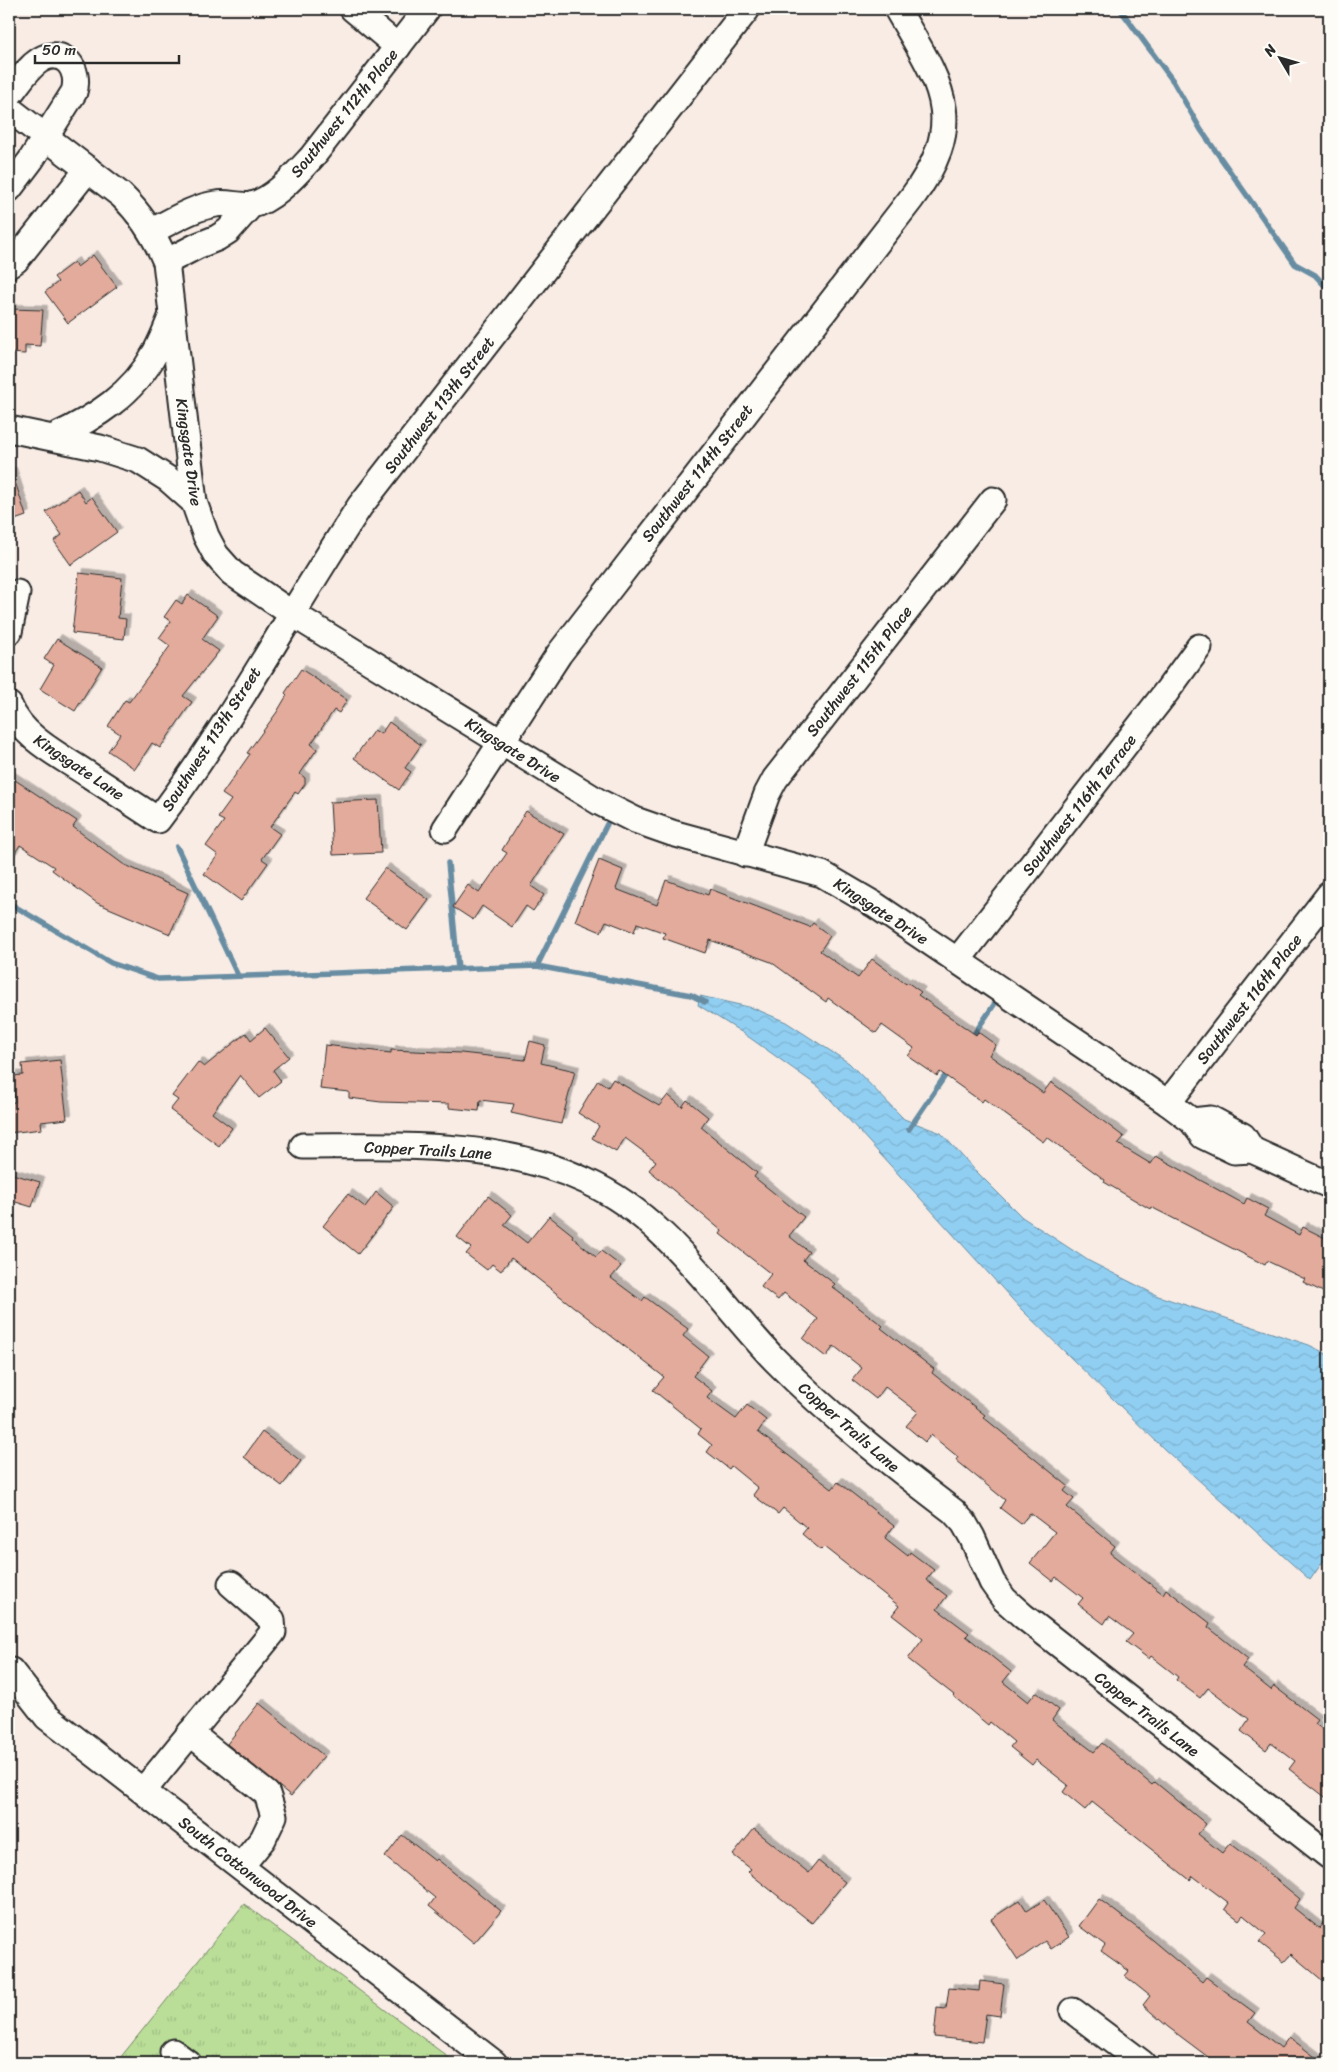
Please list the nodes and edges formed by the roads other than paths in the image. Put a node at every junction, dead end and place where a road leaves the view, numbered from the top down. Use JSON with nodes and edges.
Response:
{"nodes":[{"id":1,"x":353,"y":9,"type":"edge"},
{"id":2,"x":747,"y":9,"type":"edge"},
{"id":3,"x":897,"y":9,"type":"edge"},
{"id":4,"x":418,"y":12,"type":"edge"},
{"id":5,"x":398,"y":47,"type":"junction"},
{"id":6,"x":9,"y":95,"type":"edge"},
{"id":7,"x":9,"y":108,"type":"edge"},
{"id":8,"x":46,"y":137,"type":"junction"},
{"id":9,"x":88,"y":169,"type":"junction"},
{"id":10,"x":9,"y":189,"type":"edge"},
{"id":11,"x":251,"y":205,"type":"junction"},
{"id":12,"x":152,"y":231,"type":"junction"},
{"id":13,"x":166,"y":262,"type":"junction"},
{"id":14,"x":9,"y":265,"type":"edge"},
{"id":15,"x":172,"y":315,"type":"junction"},
{"id":16,"x":9,"y":429,"type":"edge"},
{"id":17,"x":54,"y":436,"type":"junction"},
{"id":18,"x":993,"y":500,"type":"dead end"},
{"id":19,"x":194,"y":502,"type":"junction"},
{"id":20,"x":17,"y":593,"type":"dead end"},
{"id":21,"x":291,"y":613,"type":"junction"},
{"id":22,"x":9,"y":632,"type":"edge"},
{"id":23,"x":1199,"y":647,"type":"dead end"},
{"id":24,"x":9,"y":705,"type":"edge"},
{"id":25,"x":500,"y":742,"type":"junction"},
{"id":26,"x":158,"y":820,"type":"joint"},
{"id":27,"x":445,"y":829,"type":"dead end"},
{"id":28,"x":746,"y":854,"type":"junction"},
{"id":29,"x":1329,"y":896,"type":"edge"},
{"id":30,"x":957,"y":961,"type":"junction"},
{"id":31,"x":1168,"y":1103,"type":"junction"},
{"id":32,"x":303,"y":1146,"type":"dead end"},
{"id":33,"x":1329,"y":1185,"type":"edge"},
{"id":34,"x":231,"y":1584,"type":"dead end"},
{"id":35,"x":11,"y":1671,"type":"dead end"},
{"id":36,"x":190,"y":1733,"type":"junction"},
{"id":37,"x":143,"y":1791,"type":"junction"},
{"id":38,"x":1329,"y":1856,"type":"edge"},
{"id":39,"x":241,"y":1866,"type":"junction"},
{"id":40,"x":1073,"y":2011,"type":"dead end"},
{"id":41,"x":494,"y":2063,"type":"edge"},
{"id":42,"x":1142,"y":2063,"type":"edge"}],
"edges":[{"from":1,"to":5,"type":"street"},
{"from":2,"to":21,"type":"street","name":"Southwest 113th Street"},
{"from":3,"to":25,"type":"street","name":"Southwest 114th Street"},
{"from":4,"to":5,"type":"street","name":"Southwest 112th Place"},
{"from":5,"to":11,"type":"street","name":"Southwest 112th Place"},
{"from":6,"to":8,"type":"street"},
{"from":7,"to":8,"type":"street","name":"Kingsgate Drive"},
{"from":8,"to":9,"type":"street","name":"Kingsgate Drive"},
{"from":8,"to":10,"type":"street"},
{"from":9,"to":12,"type":"street","name":"Kingsgate Drive"},
{"from":9,"to":14,"type":"street"},
{"from":11,"to":12,"type":"street"},
{"from":11,"to":13,"type":"street","name":"Southwest 112th Place"},
{"from":12,"to":13,"type":"street","name":"Kingsgate Drive"},
{"from":13,"to":15,"type":"street","name":"Kingsgate Drive"},
{"from":15,"to":17,"type":"street"},
{"from":15,"to":19,"type":"street","name":"Kingsgate Drive"},
{"from":16,"to":17,"type":"street"},
{"from":17,"to":19,"type":"street"},
{"from":18,"to":28,"type":"street","name":"Southwest 115th Place"},
{"from":19,"to":21,"type":"street","name":"Kingsgate Drive"},
{"from":20,"to":22,"type":"street"},
{"from":21,"to":25,"type":"street","name":"Kingsgate Drive"},
{"from":21,"to":26,"type":"street","name":"Southwest 113th Street"},
{"from":23,"to":30,"type":"street","name":"Southwest 116th Terrace"},
{"from":24,"to":26,"type":"street","name":"Kingsgate Lane"},
{"from":25,"to":27,"type":"street","name":"Southwest 114th Street"},
{"from":25,"to":28,"type":"street","name":"Kingsgate Drive"},
{"from":28,"to":30,"type":"street","name":"Kingsgate Drive"},
{"from":29,"to":31,"type":"street","name":"Southwest 116th Place"},
{"from":30,"to":31,"type":"street","name":"Kingsgate Drive"},
{"from":31,"to":33,"type":"street","name":"Kingsgate Drive"},
{"from":32,"to":38,"type":"street","name":"Copper Trails Lane"},
{"from":34,"to":36,"type":"street"},
{"from":35,"to":37,"type":"street","name":"South Cottonwood Drive"},
{"from":36,"to":37,"type":"street"},
{"from":36,"to":39,"type":"street"},
{"from":37,"to":39,"type":"street","name":"South Cottonwood Drive"},
{"from":39,"to":41,"type":"street","name":"South Cottonwood Drive"},
{"from":40,"to":42,"type":"street"}]}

_ _ _ _

* [Work to be completed]: Without carrying over any pictures, retype the records above exactly.

* [Task response]:
Please list the nodes and edges formed by the roads other than paths in the image. Put a node at every junction, dead end and place where a road leaves the view, numbered from the top down. Use JSON with nodes and edges.
Response:
{"nodes":[{"id":1,"x":353,"y":9,"type":"edge"},
{"id":2,"x":747,"y":9,"type":"edge"},
{"id":3,"x":897,"y":9,"type":"edge"},
{"id":4,"x":418,"y":12,"type":"edge"},
{"id":5,"x":398,"y":47,"type":"junction"},
{"id":6,"x":9,"y":95,"type":"edge"},
{"id":7,"x":9,"y":108,"type":"edge"},
{"id":8,"x":46,"y":137,"type":"junction"},
{"id":9,"x":88,"y":169,"type":"junction"},
{"id":10,"x":9,"y":189,"type":"edge"},
{"id":11,"x":251,"y":205,"type":"junction"},
{"id":12,"x":152,"y":231,"type":"junction"},
{"id":13,"x":166,"y":262,"type":"junction"},
{"id":14,"x":9,"y":265,"type":"edge"},
{"id":15,"x":172,"y":315,"type":"junction"},
{"id":16,"x":9,"y":429,"type":"edge"},
{"id":17,"x":54,"y":436,"type":"junction"},
{"id":18,"x":993,"y":500,"type":"dead end"},
{"id":19,"x":194,"y":502,"type":"junction"},
{"id":20,"x":17,"y":593,"type":"dead end"},
{"id":21,"x":291,"y":613,"type":"junction"},
{"id":22,"x":9,"y":632,"type":"edge"},
{"id":23,"x":1199,"y":647,"type":"dead end"},
{"id":24,"x":9,"y":705,"type":"edge"},
{"id":25,"x":500,"y":742,"type":"junction"},
{"id":26,"x":158,"y":820,"type":"joint"},
{"id":27,"x":445,"y":829,"type":"dead end"},
{"id":28,"x":746,"y":854,"type":"junction"},
{"id":29,"x":1329,"y":896,"type":"edge"},
{"id":30,"x":957,"y":961,"type":"junction"},
{"id":31,"x":1168,"y":1103,"type":"junction"},
{"id":32,"x":303,"y":1146,"type":"dead end"},
{"id":33,"x":1329,"y":1185,"type":"edge"},
{"id":34,"x":231,"y":1584,"type":"dead end"},
{"id":35,"x":11,"y":1671,"type":"dead end"},
{"id":36,"x":190,"y":1733,"type":"junction"},
{"id":37,"x":143,"y":1791,"type":"junction"},
{"id":38,"x":1329,"y":1856,"type":"edge"},
{"id":39,"x":241,"y":1866,"type":"junction"},
{"id":40,"x":1073,"y":2011,"type":"dead end"},
{"id":41,"x":494,"y":2063,"type":"edge"},
{"id":42,"x":1142,"y":2063,"type":"edge"}],
"edges":[{"from":1,"to":5,"type":"street"},
{"from":2,"to":21,"type":"street","name":"Southwest 113th Street"},
{"from":3,"to":25,"type":"street","name":"Southwest 114th Street"},
{"from":4,"to":5,"type":"street","name":"Southwest 112th Place"},
{"from":5,"to":11,"type":"street","name":"Southwest 112th Place"},
{"from":6,"to":8,"type":"street"},
{"from":7,"to":8,"type":"street","name":"Kingsgate Drive"},
{"from":8,"to":9,"type":"street","name":"Kingsgate Drive"},
{"from":8,"to":10,"type":"street"},
{"from":9,"to":12,"type":"street","name":"Kingsgate Drive"},
{"from":9,"to":14,"type":"street"},
{"from":11,"to":12,"type":"street"},
{"from":11,"to":13,"type":"street","name":"Southwest 112th Place"},
{"from":12,"to":13,"type":"street","name":"Kingsgate Drive"},
{"from":13,"to":15,"type":"street","name":"Kingsgate Drive"},
{"from":15,"to":17,"type":"street"},
{"from":15,"to":19,"type":"street","name":"Kingsgate Drive"},
{"from":16,"to":17,"type":"street"},
{"from":17,"to":19,"type":"street"},
{"from":18,"to":28,"type":"street","name":"Southwest 115th Place"},
{"from":19,"to":21,"type":"street","name":"Kingsgate Drive"},
{"from":20,"to":22,"type":"street"},
{"from":21,"to":25,"type":"street","name":"Kingsgate Drive"},
{"from":21,"to":26,"type":"street","name":"Southwest 113th Street"},
{"from":23,"to":30,"type":"street","name":"Southwest 116th Terrace"},
{"from":24,"to":26,"type":"street","name":"Kingsgate Lane"},
{"from":25,"to":27,"type":"street","name":"Southwest 114th Street"},
{"from":25,"to":28,"type":"street","name":"Kingsgate Drive"},
{"from":28,"to":30,"type":"street","name":"Kingsgate Drive"},
{"from":29,"to":31,"type":"street","name":"Southwest 116th Place"},
{"from":30,"to":31,"type":"street","name":"Kingsgate Drive"},
{"from":31,"to":33,"type":"street","name":"Kingsgate Drive"},
{"from":32,"to":38,"type":"street","name":"Copper Trails Lane"},
{"from":34,"to":36,"type":"street"},
{"from":35,"to":37,"type":"street","name":"South Cottonwood Drive"},
{"from":36,"to":37,"type":"street"},
{"from":36,"to":39,"type":"street"},
{"from":37,"to":39,"type":"street","name":"South Cottonwood Drive"},
{"from":39,"to":41,"type":"street","name":"South Cottonwood Drive"},
{"from":40,"to":42,"type":"street"}]}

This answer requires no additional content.